The role of women in the Church, although equal to men in dignity, is different to that of men. This dignity is in complementarity, and is constantly reaffirmed in many ecclesiastical documents, notably in the late John Paul II's Mulieris Dignitatem (1988).
One cannot read the document on male-female collaboration in the Church by the Congregation for the Doctrine of the Faith (2004), for which Benedict XVI was largely responsible, and maintain that he is anti-woman.

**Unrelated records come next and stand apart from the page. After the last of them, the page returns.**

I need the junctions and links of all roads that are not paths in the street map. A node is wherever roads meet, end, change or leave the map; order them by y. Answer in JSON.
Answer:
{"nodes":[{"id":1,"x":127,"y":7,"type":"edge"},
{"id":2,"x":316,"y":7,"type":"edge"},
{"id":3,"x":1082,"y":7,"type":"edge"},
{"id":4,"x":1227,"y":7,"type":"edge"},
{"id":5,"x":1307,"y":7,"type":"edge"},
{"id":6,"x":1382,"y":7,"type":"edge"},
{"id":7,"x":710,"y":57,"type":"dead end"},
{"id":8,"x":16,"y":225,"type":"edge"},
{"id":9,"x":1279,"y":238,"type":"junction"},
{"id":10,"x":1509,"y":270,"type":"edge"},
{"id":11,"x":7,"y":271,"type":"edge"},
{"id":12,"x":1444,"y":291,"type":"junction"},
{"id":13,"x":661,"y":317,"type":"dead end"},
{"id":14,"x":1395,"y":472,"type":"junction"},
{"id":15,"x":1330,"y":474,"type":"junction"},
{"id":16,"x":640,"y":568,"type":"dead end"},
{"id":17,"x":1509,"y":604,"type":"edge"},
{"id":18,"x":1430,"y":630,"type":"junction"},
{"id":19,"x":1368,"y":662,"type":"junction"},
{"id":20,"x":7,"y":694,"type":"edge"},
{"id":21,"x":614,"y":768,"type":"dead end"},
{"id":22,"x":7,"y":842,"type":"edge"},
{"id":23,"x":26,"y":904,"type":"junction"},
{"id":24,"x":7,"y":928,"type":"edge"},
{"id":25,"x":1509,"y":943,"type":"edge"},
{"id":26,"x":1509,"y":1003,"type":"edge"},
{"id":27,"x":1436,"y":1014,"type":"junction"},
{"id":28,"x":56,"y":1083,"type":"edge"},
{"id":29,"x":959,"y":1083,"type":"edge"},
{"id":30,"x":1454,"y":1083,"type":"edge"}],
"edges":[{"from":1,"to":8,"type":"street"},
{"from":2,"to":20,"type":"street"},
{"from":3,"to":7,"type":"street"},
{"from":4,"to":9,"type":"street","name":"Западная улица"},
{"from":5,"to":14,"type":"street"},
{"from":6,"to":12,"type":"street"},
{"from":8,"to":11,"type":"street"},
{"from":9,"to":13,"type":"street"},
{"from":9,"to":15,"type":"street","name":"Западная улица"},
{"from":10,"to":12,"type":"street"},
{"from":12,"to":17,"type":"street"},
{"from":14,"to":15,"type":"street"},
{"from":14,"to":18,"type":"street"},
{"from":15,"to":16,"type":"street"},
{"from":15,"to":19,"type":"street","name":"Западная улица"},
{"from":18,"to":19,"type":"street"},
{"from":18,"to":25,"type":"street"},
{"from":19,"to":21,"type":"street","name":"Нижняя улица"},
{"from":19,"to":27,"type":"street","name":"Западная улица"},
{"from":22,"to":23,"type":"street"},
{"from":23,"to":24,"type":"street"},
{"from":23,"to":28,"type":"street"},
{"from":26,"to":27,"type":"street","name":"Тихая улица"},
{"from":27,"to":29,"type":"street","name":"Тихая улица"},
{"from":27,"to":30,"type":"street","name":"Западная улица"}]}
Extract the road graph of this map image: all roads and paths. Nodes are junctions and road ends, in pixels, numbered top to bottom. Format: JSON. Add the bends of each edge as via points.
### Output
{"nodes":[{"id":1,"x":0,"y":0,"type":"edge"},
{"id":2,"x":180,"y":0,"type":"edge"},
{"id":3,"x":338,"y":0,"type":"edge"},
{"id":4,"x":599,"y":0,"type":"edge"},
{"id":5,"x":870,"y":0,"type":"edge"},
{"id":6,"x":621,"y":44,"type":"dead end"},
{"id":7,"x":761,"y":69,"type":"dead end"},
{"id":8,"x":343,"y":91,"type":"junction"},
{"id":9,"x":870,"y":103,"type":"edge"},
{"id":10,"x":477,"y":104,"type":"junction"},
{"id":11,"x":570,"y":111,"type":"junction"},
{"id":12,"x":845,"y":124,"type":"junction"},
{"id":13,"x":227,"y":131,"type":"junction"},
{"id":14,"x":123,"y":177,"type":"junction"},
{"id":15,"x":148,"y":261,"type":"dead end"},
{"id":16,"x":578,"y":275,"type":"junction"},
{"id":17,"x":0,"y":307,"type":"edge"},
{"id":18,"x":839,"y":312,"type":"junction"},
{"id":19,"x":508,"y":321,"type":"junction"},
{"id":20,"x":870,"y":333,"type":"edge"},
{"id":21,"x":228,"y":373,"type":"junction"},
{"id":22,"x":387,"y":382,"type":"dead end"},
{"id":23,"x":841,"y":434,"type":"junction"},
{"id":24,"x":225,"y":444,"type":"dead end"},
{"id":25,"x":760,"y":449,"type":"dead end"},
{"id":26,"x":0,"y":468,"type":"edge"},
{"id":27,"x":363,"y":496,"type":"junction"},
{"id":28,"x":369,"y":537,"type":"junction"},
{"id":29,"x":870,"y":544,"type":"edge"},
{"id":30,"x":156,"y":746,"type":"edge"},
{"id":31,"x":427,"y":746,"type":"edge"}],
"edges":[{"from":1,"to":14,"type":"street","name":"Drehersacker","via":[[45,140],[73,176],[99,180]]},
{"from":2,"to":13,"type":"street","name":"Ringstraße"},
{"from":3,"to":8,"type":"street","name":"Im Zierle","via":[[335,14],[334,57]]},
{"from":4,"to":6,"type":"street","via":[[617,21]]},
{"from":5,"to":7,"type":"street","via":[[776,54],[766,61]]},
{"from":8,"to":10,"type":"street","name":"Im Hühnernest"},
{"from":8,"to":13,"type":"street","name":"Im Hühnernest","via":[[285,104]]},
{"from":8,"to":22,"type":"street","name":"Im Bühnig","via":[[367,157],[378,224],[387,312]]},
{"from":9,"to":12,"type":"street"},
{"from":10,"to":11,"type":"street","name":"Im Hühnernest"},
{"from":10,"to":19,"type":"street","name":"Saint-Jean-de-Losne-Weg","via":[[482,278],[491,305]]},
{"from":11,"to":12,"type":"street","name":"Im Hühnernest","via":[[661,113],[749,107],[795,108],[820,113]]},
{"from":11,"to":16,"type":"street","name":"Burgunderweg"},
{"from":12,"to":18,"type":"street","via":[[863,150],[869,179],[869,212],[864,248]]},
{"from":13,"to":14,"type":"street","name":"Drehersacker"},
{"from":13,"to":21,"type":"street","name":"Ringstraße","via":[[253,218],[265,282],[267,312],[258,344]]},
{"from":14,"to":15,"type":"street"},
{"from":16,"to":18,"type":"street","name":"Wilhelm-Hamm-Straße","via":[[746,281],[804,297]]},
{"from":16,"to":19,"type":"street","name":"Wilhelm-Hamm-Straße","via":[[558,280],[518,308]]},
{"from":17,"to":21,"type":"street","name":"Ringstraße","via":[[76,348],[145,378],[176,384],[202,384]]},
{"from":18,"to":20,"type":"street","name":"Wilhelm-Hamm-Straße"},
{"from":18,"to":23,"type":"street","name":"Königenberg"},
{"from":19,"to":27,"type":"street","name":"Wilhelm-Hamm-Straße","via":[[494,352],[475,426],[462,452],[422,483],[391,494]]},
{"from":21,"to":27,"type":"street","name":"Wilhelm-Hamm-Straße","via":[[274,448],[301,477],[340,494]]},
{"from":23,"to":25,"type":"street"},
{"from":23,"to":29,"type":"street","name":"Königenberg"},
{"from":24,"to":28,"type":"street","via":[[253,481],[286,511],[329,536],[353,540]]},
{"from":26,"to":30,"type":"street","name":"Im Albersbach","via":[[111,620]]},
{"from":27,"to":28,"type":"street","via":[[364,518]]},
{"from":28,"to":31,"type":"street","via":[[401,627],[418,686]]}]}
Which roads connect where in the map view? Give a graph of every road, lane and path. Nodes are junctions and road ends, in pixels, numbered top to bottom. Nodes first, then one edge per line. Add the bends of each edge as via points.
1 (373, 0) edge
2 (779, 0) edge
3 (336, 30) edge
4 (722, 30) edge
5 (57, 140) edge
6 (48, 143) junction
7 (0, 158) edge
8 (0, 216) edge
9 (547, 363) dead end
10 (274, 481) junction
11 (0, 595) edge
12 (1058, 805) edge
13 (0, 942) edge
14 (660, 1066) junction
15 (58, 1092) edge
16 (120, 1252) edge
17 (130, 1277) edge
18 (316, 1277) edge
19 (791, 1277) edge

These complaints are yet an other example of the constant endeavours of soi-disant feminists to make women more like men. They think women should be priests, not because women want to be priests, but because they see priesthood as a male role. This regrettable attitude seems to imply, ironically, that unless we are like men, we are inferior - a stark contrast to the more positive attitude of the Church.
Why not celebrate true femininity, a concept entirely different to feminism (proclaimed so vociferously by stereotypically unfeminine females) instead? - Yours, etc,
ANNE DOHERTY, Ballinlough, Co Roscommon.